Оборачиваюсь – да, молодой человек лет сорока, в очках, в светлом плаще, излишнем для теплой такой погоды, беседует, облокотясь на прилавок, с продавщицей.
– А Бахтин не поступал еще? – спрашивает он мягким, каким-то пугливым голосом. – Должен уже поступить по времени… Издательство? Кажется, «Просвещение»… Вы не заказывали?
Продавщица, я смотрю, мало что о Бахтине слышала, лицо соответствующее, а этот молодой человек…
Но тут Маринка потащила меня из магазина волоком, потому что безбрежный восторг распирал ее, булькал и выходил через нос – она давилась и фыркала.
– Бахтин!! Бахти-ин!! – вопила она на весь автобус. – Ой, я не могу, это чудо! Это тема! Один интеллигент уселся на дороге!
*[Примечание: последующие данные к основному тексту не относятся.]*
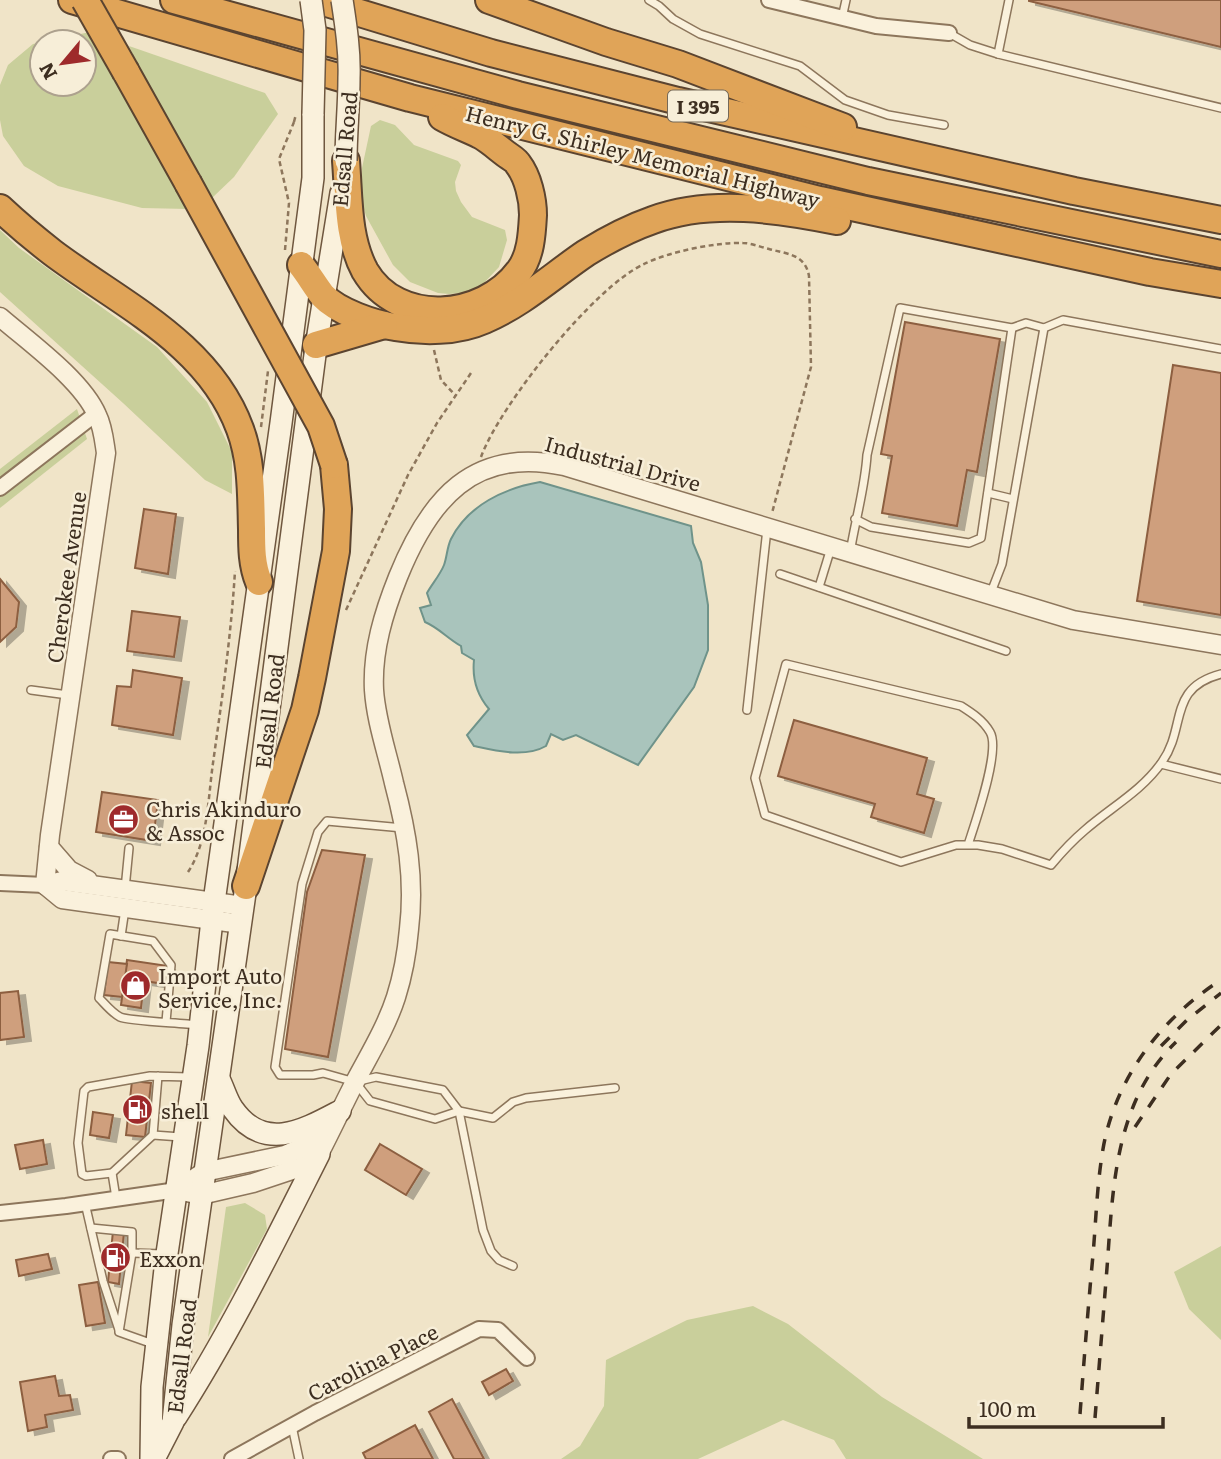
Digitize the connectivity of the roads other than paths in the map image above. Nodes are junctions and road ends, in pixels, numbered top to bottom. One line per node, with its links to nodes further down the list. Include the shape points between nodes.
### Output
1 (72, 0): 15 (highway, Henry G. Shirley Memorial Highway)
2 (85, 0): 61 (highway, bridge, via 321,426 334,465 336,551 312,678)
3 (174, 0): 23 (highway, via 518,95 854,177)
4 (311, 0): 24 (main road, Edsall Road, bridge, via 316,30 313,178)
5 (317, 0): 18 (highway, I 395, via 491,53)
6 (342, 0): 19 (main road, Edsall Road, bridge, via 349,77)
7 (489, 0): 18 (highway, via 678,64)
8 (649, 0): 17 (lane, via 700,34 800,66 845,100 888,115)
9 (769, 0): 12 (street)
10 (846, 0): 12 (lane)
11 (1009, 0): 14 (lane)
12 (842, 18): 13 (street)
13 (949, 33): 14 (lane)
14 (998, 54): 16 (lane)
15 (410, 98): 19 (highway, via 483,136 518,164 533,199 532,237 520,270 496,294 459,309 423,310 377,288 364,269 352,234); 22 (highway, Henry G. Shirley Memorial Highway)
16 (1221, 108)
17 (944, 125)
18 (906, 154): 21 (highway, I 395)
19 (346, 161): 26 (main road, Edsall Road)
20 (0, 208): 42 (highway, via 54,253 166,332 222,391 248,454 253,568)
21 (1221, 220)
22 (950, 229): 25 (highway, Henry G. Shirley Memorial Highway); 28 (highway, via 920,240 801,214 713,208 682,212 612,238 533,293 483,321 419,331)
23 (1221, 254)
24 (301, 265): 26 (highway); 42 (main road, Edsall Road)
25 (1221, 284)
26 (325, 298): 28 (highway, via 366,321); 31 (main road, Edsall Road)
27 (0, 317): 33 (street, Cherokee Avenue, via 77,385)
28 (384, 325): 31 (highway)
29 (1012, 328): 30 (lane, via 1026,323); 35 (lane); 37 (lane, via 900,308)
30 (1044, 328): 32 (lane, via 1063,320); 36 (lane)
31 (316, 345): 61 (main road, Edsall Road)
32 (1221, 349)
33 (97, 413): 34 (street); 49 (street, Cherokee Avenue, via 106,453)
34 (0, 488)
35 (988, 493): 36 (lane); 37 (lane, via 981,538 969,543 871,527)
36 (1013, 499): 44 (lane, via 1002,564)
37 (855, 519): 40 (lane)
38 (770, 520): 39 (street, Industrial Drive); 50 (lane); 53 (street, Industrial Drive, via 717,511 540,462 495,466 475,473 448,492 420,529 405,559 375,658 377,712)
39 (831, 548): 40 (street, Industrial Drive); 43 (lane)
40 (850, 554): 44 (street, Industrial Drive)
41 (780, 573): 43 (lane)
42 (259, 582): 62 (main road, Edsall Road)
43 (819, 587): 46 (lane)
44 (990, 596): 45 (street, Industrial Drive, via 1095,625)
45 (1221, 645)
46 (1006, 650)
47 (1221, 674): 51 (lane, via 1195,685 1184,697 1170,749)
48 (31, 690): 49 (lane)
49 (71, 696): 55 (street, Cherokee Avenue)
50 (747, 710)
51 (1161, 764): 52 (lane); 54 (lane, via 1051,865 1002,849)
52 (1221, 779)
53 (405, 828): 69 (street, Industrial Drive, via 412,882 401,978 389,1014); 69 (lane, via 327,821 318,832 302,884 275,1068 280,1075 323,1073)
54 (968, 845): 54 (lane, via 901,862 765,815 755,778 786,664 961,706 978,717 992,734 993,757)
55 (49, 847): 58 (street, Cherokee Avenue); 59 (street, via 69,870)
56 (129, 848): 60 (lane)
57 (0, 883): 58 (street)
58 (45, 885): 59 (street, via 61,881); 60 (street, via 62,899)
59 (104, 887): 60 (street)
60 (125, 899): 62 (street); 63 (lane)
61 (243, 906): 62 (street); 68 (main road, Edsall Road)
62 (213, 911): 65 (main road, Edsall Road)
63 (121, 936): 64 (lane, via 153,941 171,965); 64 (lane, via 110,934 99,998 121,1018)
64 (166, 1022): 65 (lane)
65 (201, 1025): 67 (main road, Edsall Road)
66 (158, 1076): 67 (lane); 73 (lane); 77 (lane, via 92,1085 84,1091 78,1143 82,1174)
67 (194, 1077): 74 (main road, Edsall Road)
68 (219, 1079): 71 (main road, via 233,1109 247,1124 265,1133 282,1136 303,1131); 76 (main road, Edsall Road)
69 (355, 1082): 71 (street, Industrial Drive); 72 (lane, via 376,1077 443,1090); 72 (lane, via 370,1101 435,1119)
70 (615, 1088): 72 (lane, via 526,1098 493,1118)
71 (340, 1111): 75 (street, Industrial Drive); 76 (street, Industrial Drive, via 301,1149)
72 (459, 1111): 86 (lane, via 483,1230 491,1251)
73 (153, 1135): 74 (lane); 77 (lane)
74 (184, 1138): 78 (main road, Edsall Road)
75 (319, 1154): 79 (street, via 283,1175); 90 (main road, via 246,1298)
76 (204, 1172): 78 (street, Industrial Drive); 79 (main road, Edsall Road)
77 (112, 1173): 80 (lane)
78 (177, 1190): 79 (street); 80 (street); 85 (main road, Edsall Road)
79 (201, 1195): 90 (main road, Edsall Road)
80 (116, 1198): 81 (street)
81 (85, 1202): 82 (street); 83 (lane)
82 (0, 1213)
83 (91, 1228): 84 (lane, via 132,1232); 87 (lane)
84 (132, 1253): 85 (lane); 87 (lane)
85 (167, 1254): 88 (main road, Edsall Road)
86 (513, 1266)
87 (119, 1332): 88 (lane)
88 (156, 1345): 94 (main road, Edsall Road)
89 (527, 1358): 91 (street, Carolina Place, via 498,1329 479,1329)
90 (173, 1422): 94 (main road, Edsall Road)
91 (292, 1426): 95 (street, Carolina Place); 96 (lane)
92 (111, 1459): 93 (street)
93 (118, 1459)
94 (153, 1459)
95 (232, 1459)
96 (299, 1459)

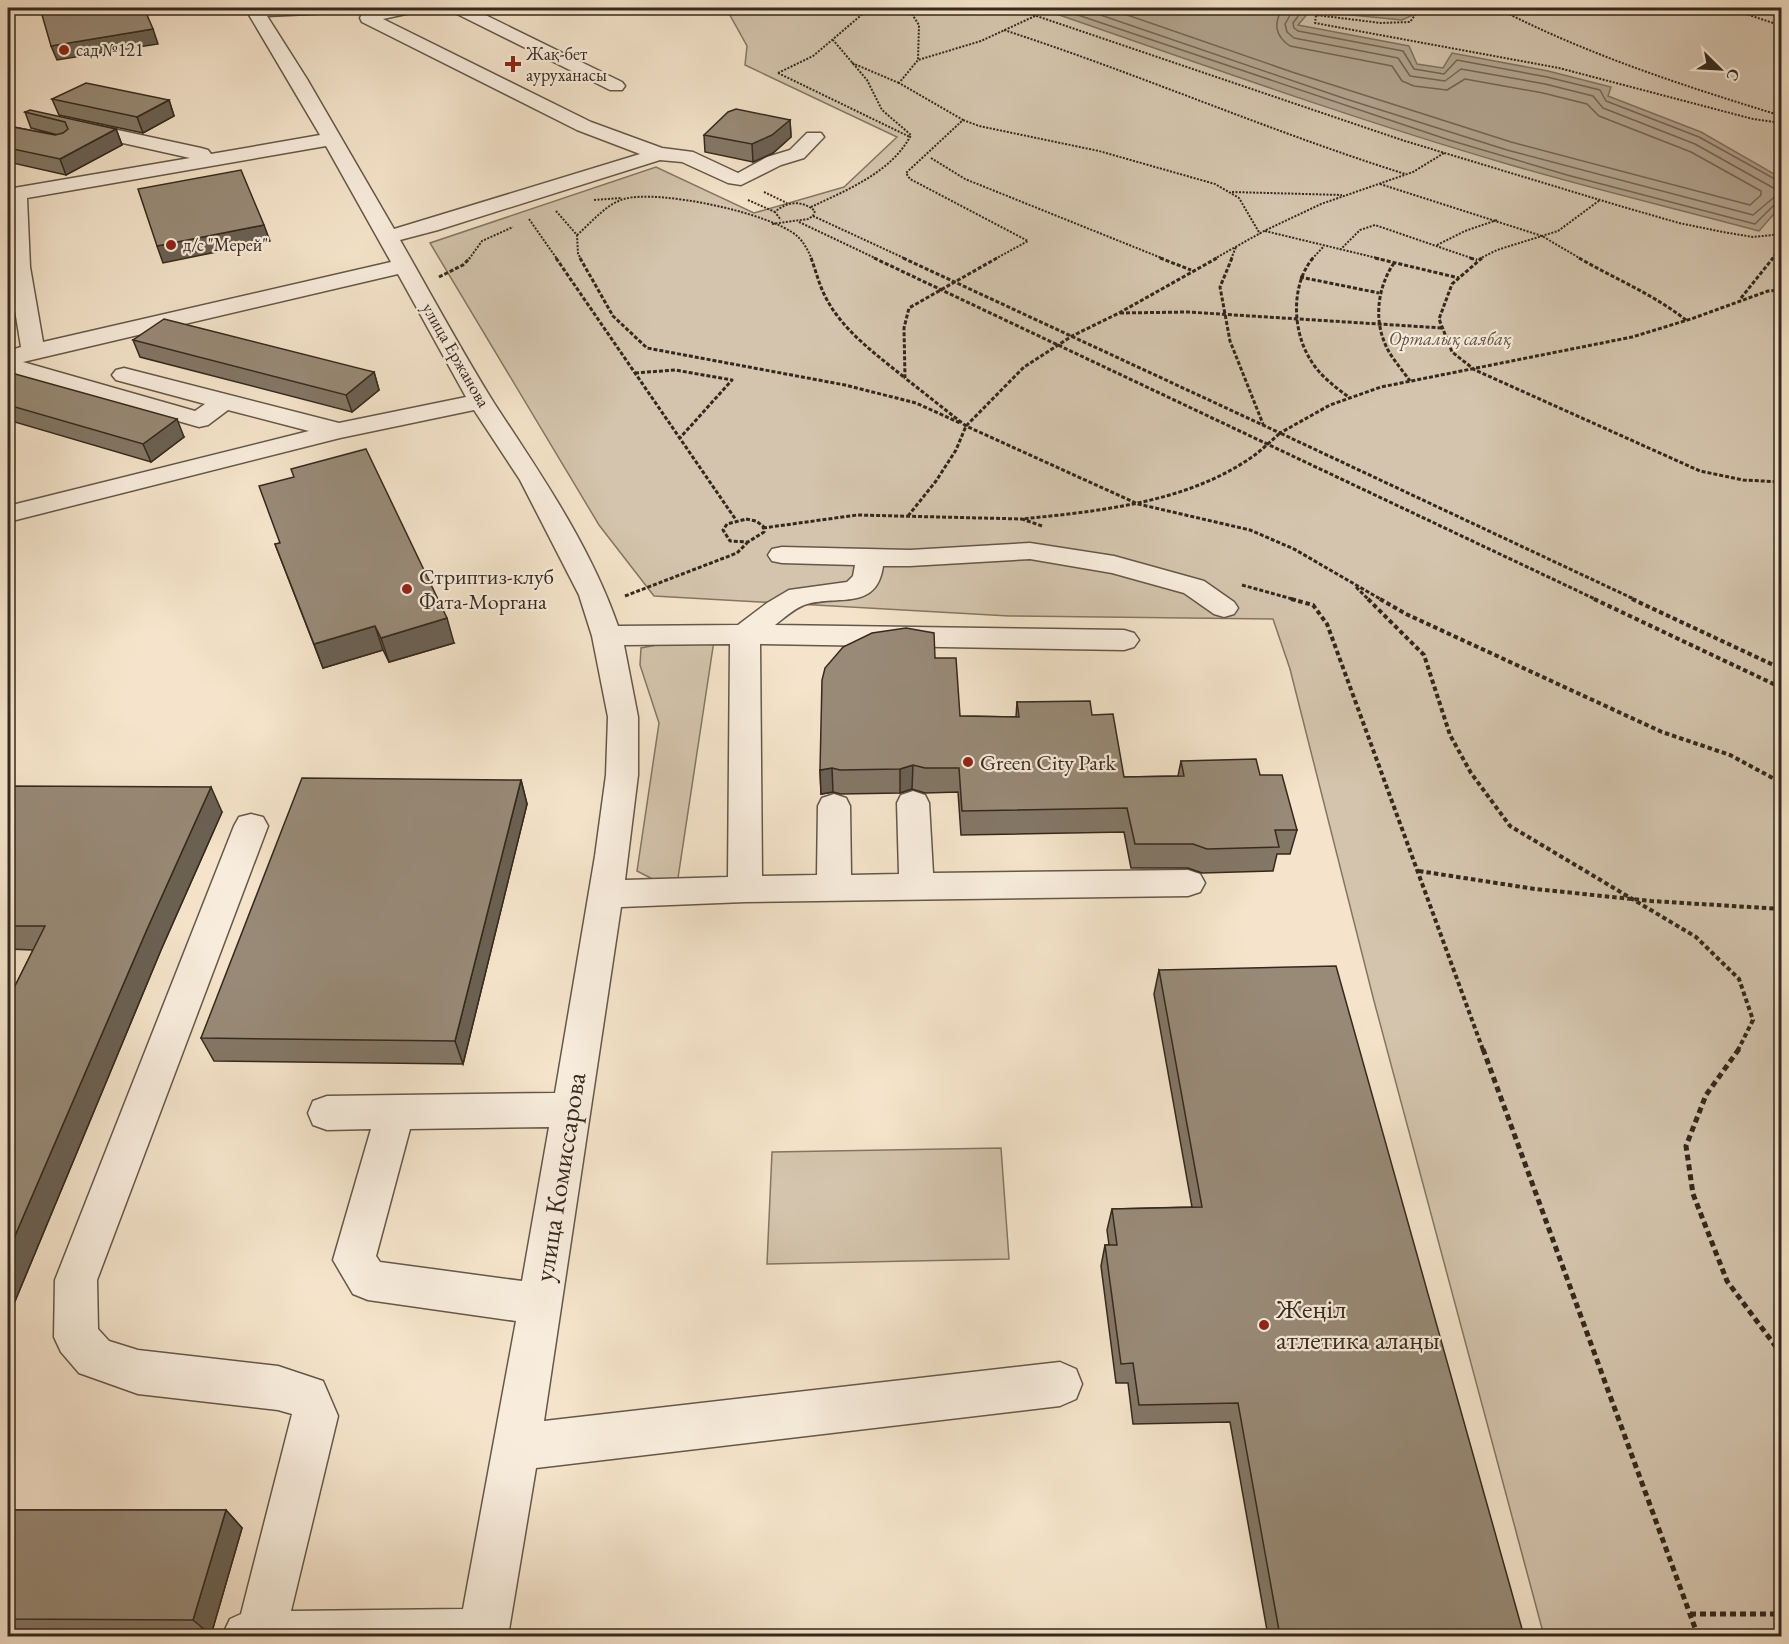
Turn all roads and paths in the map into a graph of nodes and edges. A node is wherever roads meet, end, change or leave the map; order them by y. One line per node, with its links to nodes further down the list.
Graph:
1 (331, 8): 11 (street)
2 (341, 8): 14 (street)
3 (409, 8): 14 (street)
4 (459, 8): 21 (street)
5 (843, 8): 12 (path)
6 (907, 8): 12 (path); 18 (path)
7 (1013, 8): 13 (path)
8 (1420, 8): 25 (path)
9 (1497, 8): 22 (path)
10 (1728, 8): 15 (path)
11 (254, 10): 28 (street, улица Ержанова)
12 (866, 12): 17 (path)
13 (1035, 16): 16 (path); 30 (path)
14 (368, 18): 31 (street)
15 (1782, 26)
16 (1004, 30): 18 (path); 35 (path)
17 (833, 40): 19 (path); 27 (path)
18 (918, 60): 20 (path)
19 (850, 62): 20 (path); 27 (path)
20 (899, 83): 23 (path)
21 (616, 86)
22 (1782, 116)
23 (963, 120): 38 (path); 78 (path)
24 (59, 123): 29 (street)
25 (1782, 123)
26 (814, 137): 31 (street)
27 (910, 137): 45 (path)
28 (331, 139): 33 (street); 64 (street, улица Ержанова)
29 (152, 144): 32 (street); 33 (street)
30 (1444, 153): 35 (path); 43 (path)
31 (659, 154): 64 (street)
32 (115, 155)
33 (218, 158): 39 (street)
34 (932, 158): 74 (path)
35 (1406, 175): 36 (path)
36 (1379, 184): 40 (path); 54 (path)
37 (606, 192): 41 (path)
38 (1231, 192): 40 (path); 60 (path)
39 (12, 194): 73 (street)
40 (1345, 195): 59 (path)
41 (626, 198): 58 (path); 62 (path)
42 (746, 199): 47 (path)
43 (1600, 200): 61 (path); 63 (path)
44 (565, 207): 46 (path)
45 (811, 207): 47 (path); 50 (path)
46 (556, 211): 49 (path); 62 (path)
47 (775, 212): 53 (path)
48 (525, 213): 52 (path)
49 (547, 214)
50 (813, 216): 56 (path); 78 (path)
51 (539, 217): 52 (path)
52 (530, 220): 55 (path); 95 (path)
53 (781, 220): 56 (path); 58 (path)
54 (1497, 220): 63 (path); 66 (path)
55 (524, 222)
56 (799, 222): 79 (path)
57 (518, 224): 75 (path)
58 (772, 224): 97 (path)
59 (1264, 231): 60 (path); 68 (path)
60 (1260, 234): 67 (path)
61 (1782, 234)
62 (577, 235): 103 (path)
63 (1542, 236): 70 (path); 86 (path)
64 (387, 237): 72 (street, улица Ержанова)
65 (1782, 243): 82 (path)
66 (1437, 245)
67 (1236, 246): 74 (path); 84 (path)
68 (1325, 246): 69 (path); 76 (path)
69 (1340, 250): 70 (path); 71 (path)
70 (1477, 260): 77 (path)
71 (1394, 263): 77 (path); 81 (path)
72 (404, 266): 91 (street); 101 (street, улица Ержанова)
73 (13, 268): 91 (street)
74 (1191, 270): 83 (path)
75 (439, 277)
76 (1300, 277): 81 (path); 85 (path)
77 (1459, 278): 88 (path)
78 (956, 281): 79 (path); 89 (path)
79 (939, 289): 90 (path); 97 (path)
80 (1782, 290): 82 (path)
81 (1379, 292): 87 (path)
82 (1740, 300): 86 (path)
83 (1119, 313): 84 (path); 89 (path)
84 (1225, 314): 85 (path); 102 (path)
85 (1297, 319): 87 (path); 99 (path)
86 (1686, 321): 94 (path)
87 (1380, 324): 88 (path); 98 (path)
88 (1443, 328): 94 (path)
89 (1072, 336): 90 (path); 102 (path)
90 (1057, 345): 103 (path); 107 (path)
91 (33, 351): 92 (street)
92 (8, 359)
93 (8, 365): 100 (street)
94 (1475, 370): 98 (path); 108 (path)
95 (634, 373): 106 (path); 106 (path)
96 (124, 375): 100 (street)
97 (905, 378): 103 (path)
98 (1411, 381): 99 (path)
99 (1350, 398): 105 (path)
100 (224, 401): 104 (street)
101 (481, 401): 104 (street); 123 (street, улица Ержанова)
102 (1264, 425): 105 (path)
103 (966, 426): 109 (path); 111 (path)
104 (339, 431): 110 (street)
105 (1280, 433): 107 (path); 125 (path)
106 (679, 438): 113 (path)
107 (1266, 444): 109 (path); 126 (path)
108 (1782, 482)
109 (1138, 504): 112 (path); 119 (path)
110 (8, 514)
111 (908, 516): 112 (path); 114 (path)
112 (1023, 519): 115 (path)
113 (736, 520): 114 (path); 116 (path)
114 (763, 528): 116 (path)
115 (1050, 528)
116 (747, 543): 121 (path)
117 (782, 555): 118 (street)
118 (870, 558): 120 (street); 122 (street)
119 (1351, 582): 128 (path); 138 (path)
120 (1230, 595): 132 (path)
121 (622, 597)
122 (745, 634): 123 (street); 124 (street); 136 (street)
123 (607, 636): 127 (street, улица Ержанова)
124 (1124, 640)
125 (1782, 669)
126 (1782, 688)
127 (622, 717): 137 (street, улица Комиссарова)
128 (1782, 783)
129 (912, 803): 135 (street)
130 (834, 806): 134 (street)
131 (251, 826): 151 (street)
132 (1419, 871): 138 (path); 147 (path)
133 (1188, 883): 135 (street)
134 (834, 887): 135 (street); 136 (street)
135 (915, 887)
136 (745, 889): 137 (street)
137 (606, 894): 140 (street, улица Комиссарова)
138 (1635, 899): 139 (path); 144 (path)
139 (1782, 909)
140 (570, 1110): 141 (street); 143 (street, улица Комиссарова)
141 (395, 1112): 142 (street); 143 (street)
142 (327, 1113)
143 (540, 1304): 146 (street, улица Комиссарова)
144 (1782, 1355)
145 (1060, 1384): 146 (street)
146 (517, 1447): 149 (street, улица Комиссарова)
147 (1690, 1614): 148 (path); 152 (path)
148 (1782, 1614)
149 (484, 1635): 151 (street)
150 (247, 1636): 151 (street)
151 (260, 1636)
152 (1698, 1636)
Издательство «Просвещение»! И кое-что еще, и кое-что другое!!
Писатели оборачивались на нее, но умеренно – за две недели они попривыкли к Маринке, да и то сказать – писатели народ сложный, у каждого своя биография…
… Первым делом мы побили Лакки, который в наше отсутствие в знак протеста сделал кучу на письменном столе, прямо на черновик рассказа, прототипом героя которого он являлся.
– Сволочь!! – закричала Маринка с ненавистью и дала ему по морде. Лакки закрутил башкой и полез под кровать. – Сволочь! Я о нем рассказ нетленный пишу с большим будущим, а он – взять и насрать на рукопись!
– Это неграмотно сказано, – заметила я машинально, хотя, признаться, люблю то, о чем еще ни один писатель не писал. – Так Акын скажет. А ты русский писатель.
– А как грамотно, как?! – вопила Маринка.
– Грамотно: «А он взял и насрал на рукопись».
Но Маринка меня не слышала – она как-то странно смотрела на Лакки, который опасливо и виновато высунул морду из-под кровати.
– Подожди-ка, – пробормотала она, – дай очки… – Не оборачиваясь, она протянула руку, взяла на ощупь протянутые мной очки и насобачила их на длинную морду пса.
– Смотри! – крикнула она.
Я всмотрелась и оторопела: длинная интеллигентная морда Лакки в очках поразительно напоминала внешность нашего пикантного знакомца. Казалось, сейчас он откроет пасть и спросит пугливо: «А Бахтина не привозили?»
В этот вечер поглазеть на Лакки в очках приходили все: Эмилия Кондратьевна, Миша с Русей, мрачный Кириллов.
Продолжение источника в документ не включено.